**WORK TO COMPLETE:**
Return each line of the records holding the string "font".

[Stored data entries]
━━━━━━

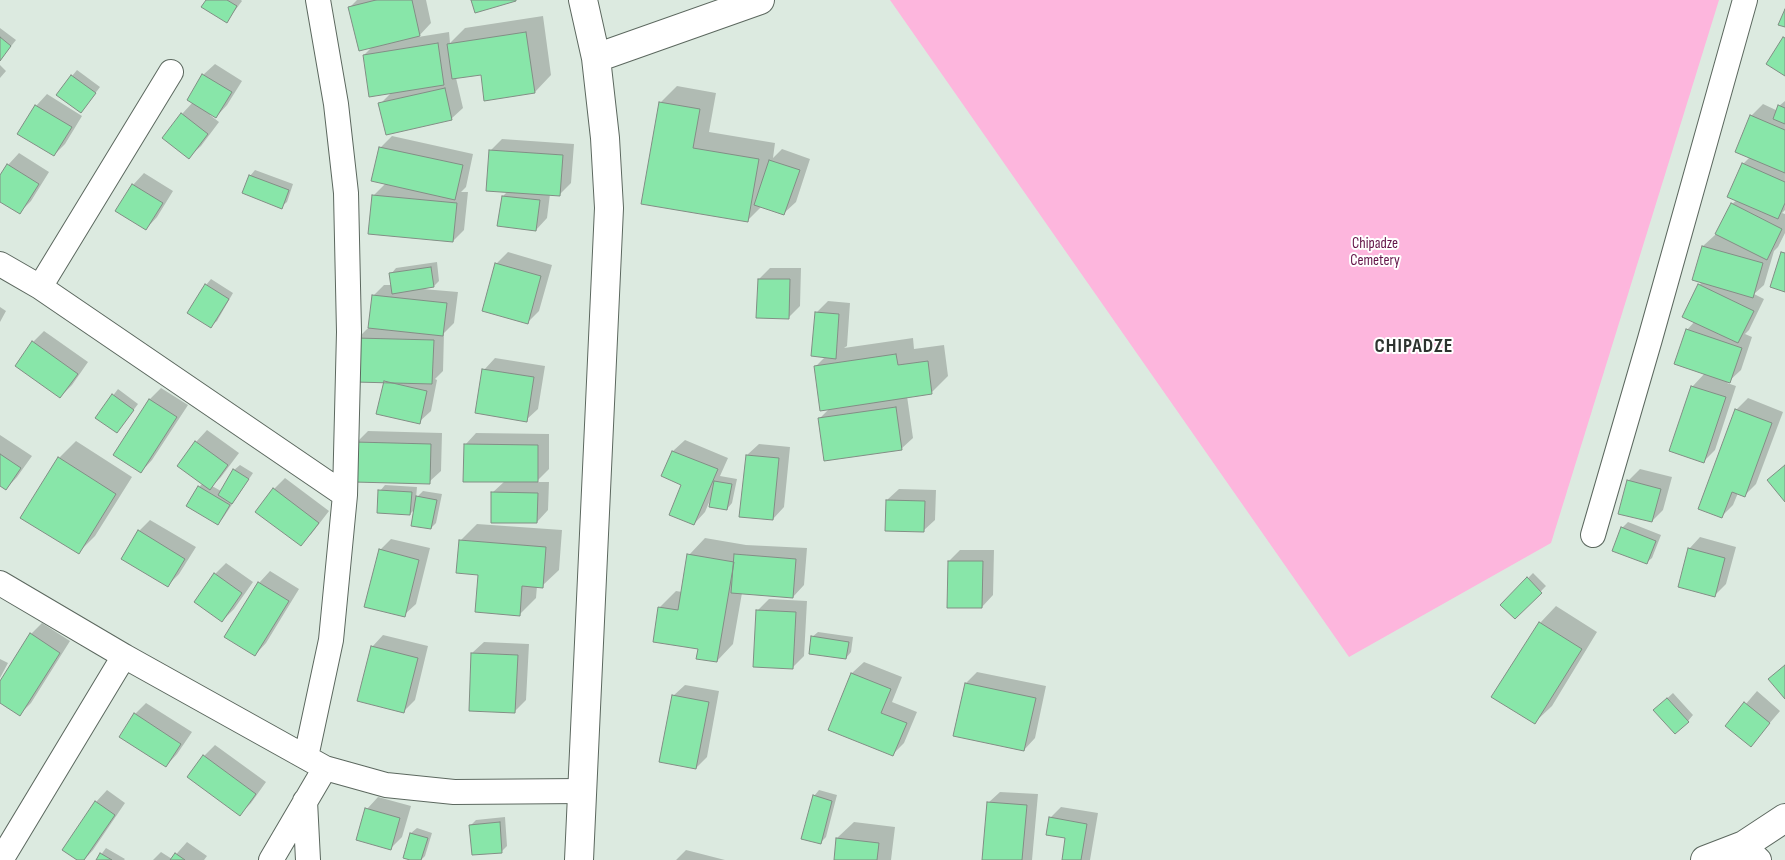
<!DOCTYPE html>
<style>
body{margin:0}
canvas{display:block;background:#dceae0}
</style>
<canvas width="1785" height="860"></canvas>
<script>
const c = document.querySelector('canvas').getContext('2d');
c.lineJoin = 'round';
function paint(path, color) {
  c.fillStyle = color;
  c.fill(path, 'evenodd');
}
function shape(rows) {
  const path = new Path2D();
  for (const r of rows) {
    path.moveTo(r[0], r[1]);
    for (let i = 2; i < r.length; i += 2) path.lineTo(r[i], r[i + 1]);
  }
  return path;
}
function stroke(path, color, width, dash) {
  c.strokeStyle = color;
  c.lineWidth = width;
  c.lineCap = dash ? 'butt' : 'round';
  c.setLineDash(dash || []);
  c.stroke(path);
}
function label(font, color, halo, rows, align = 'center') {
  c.font = font + ' "Sofia Sans Condensed",sans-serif';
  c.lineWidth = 4;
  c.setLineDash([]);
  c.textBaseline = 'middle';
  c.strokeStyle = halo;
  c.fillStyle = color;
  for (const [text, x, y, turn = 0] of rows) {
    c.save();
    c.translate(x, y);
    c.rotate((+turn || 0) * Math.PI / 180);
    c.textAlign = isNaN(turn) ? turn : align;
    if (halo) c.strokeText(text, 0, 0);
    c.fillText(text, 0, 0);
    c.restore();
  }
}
const green = shape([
 [890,0,1719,0,1551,543,1349,657]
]);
const shadow = shape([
 [207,0,241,0,242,1,227,21],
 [357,0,426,0,431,23,418,37,449,32,450,43,465,28,543,16,551,75,535,92,482,74,456,78,463,108,451,119,380,104,392,92,364,55,372,47,350,7],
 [0,28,16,40,0,60],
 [215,64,242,81,227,105,216,117,211,114,210,115,219,122,201,146,189,157,182,114,193,102,203,75],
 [0,65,6,71,0,78],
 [77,70,100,87,81,112,72,76],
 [677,86,716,93,709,132,775,143,773,158,782,149,810,159,796,202,784,213,762,206,748,220,643,203,660,103],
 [47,94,82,116,65,144,54,155,19,133,36,106],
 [1785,101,1785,210,1782,213,1785,214,1785,233,1778,247,1774,251,1764,285,1754,294,1764,299,1749,330,1745,334,1752,337,1741,370,1727,383,1736,386,1715,450,1704,461,1692,387,1705,373,1687,330,1695,321,1699,285,1702,282,1694,280,1703,246,1715,235,1716,235,1732,204,1737,200,1743,164,1750,157,1751,116,1763,104,1778,111,1779,106],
 [392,136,473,154,466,187,461,192,468,192,464,230,453,241,373,196,386,183,380,148],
 [502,139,574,144,571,183,560,194,550,194,547,218,536,230,503,196,508,191,490,151],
 [19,153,49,172,31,201,19,213,0,200,0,177,8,165],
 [255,170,293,184,287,202,281,207,250,176],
 [144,173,173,191,157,217,146,229,133,185],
 [508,252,552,265,539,311,527,323,496,264],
 [437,262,439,281,434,286,423,289,458,292,454,323,444,333,443,371,435,379,437,380,431,411,419,422,385,381,358,338,369,327,373,296,384,285,392,285,391,274,396,268],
 [770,268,801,268,800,306,788,318,759,279],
 [211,279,233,293,217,321,211,326,206,285],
 [828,301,850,303,847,346,844,348,913,338,914,349,944,345,948,376,932,392,907,396,913,438,901,449,819,419,830,408,815,367,826,356,816,313],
 [0,307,6,311,0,322],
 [44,331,88,362,72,385,60,397,33,342],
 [495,358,545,366,538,409,526,420,484,370],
 [161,388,188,405,152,460,141,472,149,400],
 [118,389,138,404,117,432,96,418],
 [1748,398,1783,412,1756,484,1745,495,1738,493,1733,505,1722,516,1736,410],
 [207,430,239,453,221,477,212,486,221,491,234,470,240,465,253,473,223,518,218,523,199,487,203,483,196,442],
 [368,431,442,433,441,471,429,482,356,443],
 [476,433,549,434,549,469,536,482,549,482,548,510,537,522,492,493,505,481,465,445],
 [0,435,32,456,17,477,6,489,0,485],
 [685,440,728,458,720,476,737,479,732,503,727,509,710,500,705,512,694,524,683,484,663,476,673,451],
 [76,441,132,477,95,536,78,553,59,458],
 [759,444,790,447,784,507,773,519,747,455],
 [1640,469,1672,477,1663,510,1652,521,1628,481],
 [285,478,329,511,312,533,300,545,274,489],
 [385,485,417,487,416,498,423,491,442,494,436,523,431,528,415,509,410,514,380,491],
 [899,489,936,490,935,520,923,531,887,500],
 [150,520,196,547,179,574,167,586,139,531],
 [1628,522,1661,535,1652,558,1646,563,1622,528],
 [477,524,562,530,559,570,542,586,537,586,536,598,519,615,479,574,460,541],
 [1700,537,1736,547,1726,584,1715,595,1689,549],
 [705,538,746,545,807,548,804,585,793,597,742,593,733,644,717,661,699,648,660,607,676,591,682,592,689,555],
 [391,539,430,548,416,604,404,615,380,550],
 [960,550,994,550,993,595,982,607,949,561],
 [226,563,253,582,234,609,222,621,215,574],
 [270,571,299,589,266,643,255,655,259,583],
 [1533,573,1546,586,1515,618,1502,605],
 [769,599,807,601,804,656,793,667,758,610],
 [1556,606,1597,632,1552,706,1535,722,1540,623],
 [42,623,70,641,31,703,20,714,0,702,0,683,31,634],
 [818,632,853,637,851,652,846,658,812,637],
 [383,635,428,646,415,700,404,711,372,647],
 [484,642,529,644,526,700,515,711,472,653],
 [0,659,8,663,0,678],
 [864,662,902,677,892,702,917,712,904,743,893,754,830,729,852,673],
 [977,672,1046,686,1035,738,1024,750,966,683],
 [685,685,719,691,707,757,696,768,673,696],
 [1757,691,1780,711,1751,745,1727,726],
 [1673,693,1693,715,1688,721,1660,705],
 [146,703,192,732,177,754,166,766,135,714],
 [215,745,266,782,251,803,240,814,204,756],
 [107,790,125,803,93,850,84,860,79,860,96,802],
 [819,790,837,795,826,837,821,842,814,796],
 [1000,792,1038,794,1032,860,983,860,988,803],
 [378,797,411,806,402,837,391,848,367,809],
 [1061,807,1098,813,1090,860,1063,860,1067,837,1050,818],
 [505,817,507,846,502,851,471,825,476,820],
 [854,822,895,827,891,860,835,860,837,838],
 [417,828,432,833,425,856,421,860,415,860,411,833],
 [187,842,207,856,204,860,153,860,161,852,172,859],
 [106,848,125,859,124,860,97,860],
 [686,850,725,860,676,860]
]);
const building = shape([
 [206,0,227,0,237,6,227,23,201,7,206,0],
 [376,0,412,0,420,36,359,51,348,7,376,0],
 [471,0,516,0,516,1,475,13,471,0],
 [1785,9,1785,27,1778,25,1785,9],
 [526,32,535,93,484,101,481,75,452,79,447,44,526,32],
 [0,37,11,46,0,61,0,37],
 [1783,37,1785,38,1785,76,1766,64,1783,37],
 [438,43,444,85,369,97,363,55,438,43],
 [202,74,232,92,216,118,187,100,202,74],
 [71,75,96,93,81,113,56,95,71,75],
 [445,88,452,120,386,135,378,103,445,88],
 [659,102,700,109,693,148,759,159,748,222,641,204,659,102],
 [35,105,72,127,54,156,17,134,35,105],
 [1778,105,1785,108,1785,124,1773,119,1778,105],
 [181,113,208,134,189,159,162,138,181,113],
 [1750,115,1785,130,1785,173,1735,152,1750,115],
 [379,147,463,165,455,200,371,181,379,147],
 [489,150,563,155,560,196,486,191,489,150],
 [769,160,800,170,784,215,754,205,769,160],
 [1742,163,1785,182,1785,203,1778,219,1727,197,1742,163],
 [7,164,39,184,20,214,0,202,0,175,7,164],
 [249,175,289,190,282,209,242,193,249,175],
 [132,184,163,203,146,230,115,211,132,184],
 [372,195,457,203,453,242,368,234,372,195],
 [502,196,540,200,536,231,497,226,502,196],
 [1731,203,1782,229,1767,260,1715,234,1731,203],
 [1702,246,1763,263,1753,298,1692,280,1702,246],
 [1781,252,1785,253,1785,292,1770,287,1781,252],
 [495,263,541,276,528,324,482,311,495,263],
 [431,267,434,287,392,294,389,273,431,267],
 [758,279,790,279,789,319,756,318,758,279],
 [205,284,229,299,211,328,187,313,205,284],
 [1698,284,1754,311,1738,343,1682,317,1698,284],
 [372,295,447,303,443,336,368,328,372,295],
 [815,312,839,314,836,359,811,356,815,312],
 [1686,329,1742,348,1730,383,1674,364,1686,329],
 [356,338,434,340,432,384,355,382,356,338],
 [32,341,78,374,60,398,15,366,32,341],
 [896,354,898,365,928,361,932,394,820,411,814,366,896,354],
 [482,369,534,377,527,422,475,413,482,369],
 [384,381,427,391,420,424,376,414,384,381],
 [1691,386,1726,397,1704,463,1669,451,1691,386],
 [112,394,134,410,117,433,95,418,112,394],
 [149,399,177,417,141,473,113,455,149,399],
 [896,407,902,450,824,461,818,418,896,407],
 [1735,409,1772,423,1745,497,1732,492,1722,518,1698,509,1735,409],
 [195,441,228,465,210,490,177,466,195,441],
 [355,442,431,444,430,484,354,482,355,442],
 [464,444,538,445,538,482,463,482,464,444],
 [672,451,718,469,694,525,669,515,681,485,661,476,672,451],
 [0,454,21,468,6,490,0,486,0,454],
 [746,455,779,458,773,520,739,517,746,455],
 [58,457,116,494,79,554,20,518,58,457],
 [1785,465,1785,502,1767,480,1785,465],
 [233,469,249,479,232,504,218,495,233,469],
 [1627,480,1661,489,1652,522,1618,514,1627,480],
 [714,481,732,484,727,510,709,507,714,481],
 [198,486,230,505,218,525,186,506,198,486],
 [273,488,319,523,301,546,255,512,273,488],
 [378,490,412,492,410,515,377,513,378,490],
 [491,492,538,493,537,523,491,523,491,492],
 [416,496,437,500,431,529,411,526,416,496],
 [886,500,925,501,924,532,885,531,886,500],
 [1621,527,1656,541,1647,564,1612,551,1621,527],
 [138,530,185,559,168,587,121,559,138,530],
 [459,540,546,547,543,588,522,586,520,616,475,612,478,575,456,573,459,540],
 [1688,548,1725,558,1715,597,1678,587,1688,548],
 [379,549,419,560,405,617,364,607,379,549],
 [687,554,734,562,717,662,696,659,698,649,653,642,658,607,678,610,687,554],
 [734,554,796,559,793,598,731,593,734,554],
 [948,561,983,561,982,608,947,608,948,561],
 [214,573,242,593,222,622,194,602,214,573],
 [1527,577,1542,593,1515,619,1500,605,1527,577],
 [258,582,289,601,255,656,224,637,258,582],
 [756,610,796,612,793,669,753,667,756,610],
 [1539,622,1582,649,1535,724,1491,697,1539,622],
 [30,633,60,653,20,716,0,703,0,681,30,633],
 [811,636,849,642,846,659,809,654,811,636],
 [371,646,418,658,404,713,357,701,371,646],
 [471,653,518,655,515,713,469,711,471,653],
 [1785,665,1785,699,1768,679,1785,665],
 [851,673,891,689,881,713,907,723,893,756,828,730,851,673],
 [965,683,1036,698,1024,751,953,736,965,683],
 [672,695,709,702,696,769,659,762,672,695],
 [1667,698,1689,722,1675,734,1653,710,1667,698],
 [1744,702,1770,723,1751,747,1725,726,1744,702],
 [134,713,181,744,166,767,119,737,134,713],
 [203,755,256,794,240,816,187,777,203,755],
 [813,795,832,801,821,844,801,839,813,795],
 [95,801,115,815,84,860,77,860,62,850,95,801],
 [987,802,1027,805,1022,860,982,860,987,802],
 [365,808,400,818,391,850,356,840,365,808],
 [1049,817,1087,824,1081,860,1062,860,1065,838,1046,835,1049,817],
 [500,822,502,853,472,855,469,825,500,822],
 [410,833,428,838,421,860,410,860,403,858,410,833],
 [836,838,879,843,877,860,834,860,836,838],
 [100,853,112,860,96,860,100,853],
 [175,853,185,860,170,860,175,853]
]);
const street = shape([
 [0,264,40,287,345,495],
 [40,287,171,72],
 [1593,535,1650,339,1745,0],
 [0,583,124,656,325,768,386,785,454,792,582,791],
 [306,757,331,640,345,495,349,332,346,193,336,104,318,0],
 [305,801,308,860],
 [1744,845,1759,860],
 [1,860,124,656],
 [271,860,325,768]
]);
const secondary = shape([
 [596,58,760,0],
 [579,860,609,208,605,138,596,58,583,0],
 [1705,860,1744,845,1785,818]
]);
const parkNames = [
 ["Chipadze",1375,244],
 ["Cemetery",1375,261]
];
const districtNames = [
 ["CHIPADZE",1414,347]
];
paint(green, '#fdb6dd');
paint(shadow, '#0003');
paint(building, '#88e6a9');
stroke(building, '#828e85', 1);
stroke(street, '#5c685f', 26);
stroke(secondary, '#5c685f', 30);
stroke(street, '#fff', 24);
stroke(secondary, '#fff', 28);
label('15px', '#621347', '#fff', parkNames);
c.letterSpacing = '1px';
label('bold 20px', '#2d332f', '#fff', districtNames);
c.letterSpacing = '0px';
</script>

━━━━━━

**SOLUTION TO THIS PROBLEM:**
function label(font, color, halo, rows, align = 'center') {
  c.font = font + ' "Sofia Sans Condensed",sans-serif';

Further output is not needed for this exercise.